WORK INSTRUCTION: Find the string "them" in the records and copy each line where it occurs.

──────── DATASET

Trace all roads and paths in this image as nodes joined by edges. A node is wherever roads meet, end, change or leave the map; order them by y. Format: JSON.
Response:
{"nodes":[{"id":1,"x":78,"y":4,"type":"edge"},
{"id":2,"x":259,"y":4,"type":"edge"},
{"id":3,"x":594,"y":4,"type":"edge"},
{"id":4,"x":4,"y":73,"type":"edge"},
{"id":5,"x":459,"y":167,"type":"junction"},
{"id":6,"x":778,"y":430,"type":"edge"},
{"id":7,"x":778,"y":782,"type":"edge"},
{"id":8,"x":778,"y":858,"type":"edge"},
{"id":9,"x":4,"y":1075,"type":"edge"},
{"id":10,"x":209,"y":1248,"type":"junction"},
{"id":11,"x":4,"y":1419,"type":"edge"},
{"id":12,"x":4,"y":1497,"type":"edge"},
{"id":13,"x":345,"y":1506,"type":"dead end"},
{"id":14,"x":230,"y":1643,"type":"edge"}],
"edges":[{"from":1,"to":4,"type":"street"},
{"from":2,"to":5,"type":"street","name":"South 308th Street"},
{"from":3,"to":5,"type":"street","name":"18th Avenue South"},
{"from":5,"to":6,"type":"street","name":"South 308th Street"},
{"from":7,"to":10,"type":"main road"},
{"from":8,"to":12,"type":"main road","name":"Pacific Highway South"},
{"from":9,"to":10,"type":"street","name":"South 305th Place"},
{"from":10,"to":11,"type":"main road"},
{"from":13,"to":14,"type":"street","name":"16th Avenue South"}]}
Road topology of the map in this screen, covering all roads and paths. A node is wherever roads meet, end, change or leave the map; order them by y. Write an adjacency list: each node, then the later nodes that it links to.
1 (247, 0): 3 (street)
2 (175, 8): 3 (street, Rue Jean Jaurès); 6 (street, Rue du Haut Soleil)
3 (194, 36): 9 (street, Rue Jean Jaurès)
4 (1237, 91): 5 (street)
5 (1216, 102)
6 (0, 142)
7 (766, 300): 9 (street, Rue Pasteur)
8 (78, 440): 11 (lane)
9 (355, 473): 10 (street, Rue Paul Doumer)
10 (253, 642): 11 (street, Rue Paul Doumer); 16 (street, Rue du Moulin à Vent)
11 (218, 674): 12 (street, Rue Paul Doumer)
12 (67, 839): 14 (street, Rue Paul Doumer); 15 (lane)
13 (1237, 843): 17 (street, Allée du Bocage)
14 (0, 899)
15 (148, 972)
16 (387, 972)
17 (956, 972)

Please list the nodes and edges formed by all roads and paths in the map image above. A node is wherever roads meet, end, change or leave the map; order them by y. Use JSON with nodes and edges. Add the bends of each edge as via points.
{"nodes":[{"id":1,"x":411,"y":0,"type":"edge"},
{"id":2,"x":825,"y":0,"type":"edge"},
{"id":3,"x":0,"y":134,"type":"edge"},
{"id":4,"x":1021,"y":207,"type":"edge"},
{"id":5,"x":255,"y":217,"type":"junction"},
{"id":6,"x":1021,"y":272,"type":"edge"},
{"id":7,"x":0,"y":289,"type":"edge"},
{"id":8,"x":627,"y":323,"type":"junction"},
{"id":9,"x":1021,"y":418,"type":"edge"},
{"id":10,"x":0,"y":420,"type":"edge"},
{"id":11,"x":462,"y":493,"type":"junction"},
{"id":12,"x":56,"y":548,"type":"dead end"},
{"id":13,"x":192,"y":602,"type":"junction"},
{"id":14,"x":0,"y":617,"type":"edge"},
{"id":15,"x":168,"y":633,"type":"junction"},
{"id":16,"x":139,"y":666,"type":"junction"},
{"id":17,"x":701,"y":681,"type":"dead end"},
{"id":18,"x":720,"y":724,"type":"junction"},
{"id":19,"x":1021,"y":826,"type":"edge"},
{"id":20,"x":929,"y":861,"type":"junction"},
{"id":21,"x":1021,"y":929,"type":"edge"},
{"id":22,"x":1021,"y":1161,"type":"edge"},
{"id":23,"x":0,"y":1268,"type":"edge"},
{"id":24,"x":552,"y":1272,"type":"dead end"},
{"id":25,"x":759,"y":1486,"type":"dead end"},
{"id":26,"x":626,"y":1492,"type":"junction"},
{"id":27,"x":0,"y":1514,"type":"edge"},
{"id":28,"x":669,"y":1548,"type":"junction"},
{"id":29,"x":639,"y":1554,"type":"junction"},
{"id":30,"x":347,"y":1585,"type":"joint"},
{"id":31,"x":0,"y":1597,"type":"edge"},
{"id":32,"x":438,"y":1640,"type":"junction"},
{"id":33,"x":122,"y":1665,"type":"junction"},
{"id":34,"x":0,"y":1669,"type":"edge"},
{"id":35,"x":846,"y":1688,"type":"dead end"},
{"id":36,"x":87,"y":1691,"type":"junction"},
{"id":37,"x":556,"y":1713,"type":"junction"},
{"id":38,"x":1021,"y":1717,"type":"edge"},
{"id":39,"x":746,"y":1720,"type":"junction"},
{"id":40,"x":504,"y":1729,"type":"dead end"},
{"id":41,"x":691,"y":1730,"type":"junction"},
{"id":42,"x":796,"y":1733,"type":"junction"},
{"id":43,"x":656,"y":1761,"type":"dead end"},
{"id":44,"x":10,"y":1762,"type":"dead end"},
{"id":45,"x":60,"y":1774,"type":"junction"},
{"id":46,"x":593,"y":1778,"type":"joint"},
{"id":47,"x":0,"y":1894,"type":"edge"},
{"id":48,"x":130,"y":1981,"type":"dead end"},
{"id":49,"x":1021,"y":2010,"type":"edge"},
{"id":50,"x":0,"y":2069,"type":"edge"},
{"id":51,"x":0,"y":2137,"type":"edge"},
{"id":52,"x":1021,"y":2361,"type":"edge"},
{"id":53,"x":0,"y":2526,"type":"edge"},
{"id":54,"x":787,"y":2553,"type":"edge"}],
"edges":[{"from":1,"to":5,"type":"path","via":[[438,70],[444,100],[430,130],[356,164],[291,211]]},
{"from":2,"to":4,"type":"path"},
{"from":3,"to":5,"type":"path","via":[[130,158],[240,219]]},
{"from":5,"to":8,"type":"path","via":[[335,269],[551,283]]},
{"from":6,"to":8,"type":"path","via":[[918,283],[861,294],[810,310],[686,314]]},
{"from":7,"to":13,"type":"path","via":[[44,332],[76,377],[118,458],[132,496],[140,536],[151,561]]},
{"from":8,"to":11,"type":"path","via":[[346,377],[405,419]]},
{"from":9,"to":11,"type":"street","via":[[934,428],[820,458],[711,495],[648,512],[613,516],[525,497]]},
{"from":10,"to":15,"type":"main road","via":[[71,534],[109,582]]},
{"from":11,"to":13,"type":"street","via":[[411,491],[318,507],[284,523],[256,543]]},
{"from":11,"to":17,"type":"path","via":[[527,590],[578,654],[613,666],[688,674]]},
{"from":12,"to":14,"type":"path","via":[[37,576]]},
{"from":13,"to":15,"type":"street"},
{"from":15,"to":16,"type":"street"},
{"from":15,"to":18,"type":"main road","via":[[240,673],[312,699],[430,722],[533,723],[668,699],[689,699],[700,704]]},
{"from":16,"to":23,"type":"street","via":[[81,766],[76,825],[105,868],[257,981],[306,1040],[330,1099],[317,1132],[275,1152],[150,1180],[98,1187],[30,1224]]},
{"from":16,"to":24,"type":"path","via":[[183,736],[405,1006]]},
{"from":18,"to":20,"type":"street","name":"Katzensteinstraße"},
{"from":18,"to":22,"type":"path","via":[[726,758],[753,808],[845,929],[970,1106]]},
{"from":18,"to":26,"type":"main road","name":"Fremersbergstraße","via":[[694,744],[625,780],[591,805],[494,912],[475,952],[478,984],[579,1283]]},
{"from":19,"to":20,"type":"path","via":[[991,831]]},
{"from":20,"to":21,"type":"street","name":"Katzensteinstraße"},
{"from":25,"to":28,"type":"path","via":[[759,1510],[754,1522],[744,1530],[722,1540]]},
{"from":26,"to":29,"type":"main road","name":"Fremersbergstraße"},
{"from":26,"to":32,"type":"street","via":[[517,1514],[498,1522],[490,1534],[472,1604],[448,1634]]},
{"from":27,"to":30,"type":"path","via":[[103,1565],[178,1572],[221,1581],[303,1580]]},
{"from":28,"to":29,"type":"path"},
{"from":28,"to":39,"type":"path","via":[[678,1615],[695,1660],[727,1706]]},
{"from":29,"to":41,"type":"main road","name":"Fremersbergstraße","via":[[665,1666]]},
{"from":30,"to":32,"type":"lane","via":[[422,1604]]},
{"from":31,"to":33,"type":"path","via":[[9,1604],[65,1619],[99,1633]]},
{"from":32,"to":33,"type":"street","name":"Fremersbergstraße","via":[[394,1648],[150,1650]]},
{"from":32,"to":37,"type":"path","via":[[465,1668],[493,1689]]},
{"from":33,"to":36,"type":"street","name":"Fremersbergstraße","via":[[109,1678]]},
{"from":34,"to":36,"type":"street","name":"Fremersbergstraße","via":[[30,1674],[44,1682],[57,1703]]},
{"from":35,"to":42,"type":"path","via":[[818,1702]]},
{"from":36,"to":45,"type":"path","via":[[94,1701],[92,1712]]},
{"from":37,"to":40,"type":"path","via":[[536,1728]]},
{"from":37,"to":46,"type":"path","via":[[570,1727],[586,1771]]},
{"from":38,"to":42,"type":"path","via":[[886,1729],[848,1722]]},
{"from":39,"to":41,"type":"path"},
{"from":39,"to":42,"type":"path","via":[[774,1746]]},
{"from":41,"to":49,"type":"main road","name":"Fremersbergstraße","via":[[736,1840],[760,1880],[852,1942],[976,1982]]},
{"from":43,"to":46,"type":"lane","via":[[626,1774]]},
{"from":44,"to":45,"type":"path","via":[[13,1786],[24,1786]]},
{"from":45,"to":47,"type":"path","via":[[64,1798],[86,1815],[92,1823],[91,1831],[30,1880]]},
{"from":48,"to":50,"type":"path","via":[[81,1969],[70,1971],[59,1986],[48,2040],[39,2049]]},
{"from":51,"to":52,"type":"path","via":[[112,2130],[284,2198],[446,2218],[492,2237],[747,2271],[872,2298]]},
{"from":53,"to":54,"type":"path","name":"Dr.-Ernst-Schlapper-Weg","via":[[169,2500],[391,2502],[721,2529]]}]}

────────────────

WRITTEN RESPONSE:
Trace all roads and paths in this image as nodes joined by edges. A node is wherever roads meet, end, change or leave the map; order them by y. Format: JSON.
Road topology of the map in this screen, covering all roads and paths. A node is wherever roads meet, end, change or leave the map; order them by y. Write an adjacency list: each node, then the later nodes that it links to.
Please list the nodes and edges formed by all roads and paths in the map image above. A node is wherever roads meet, end, change or leave the map; order them by y. Use JSON with nodes and edges. Add the bends of each edge as via points.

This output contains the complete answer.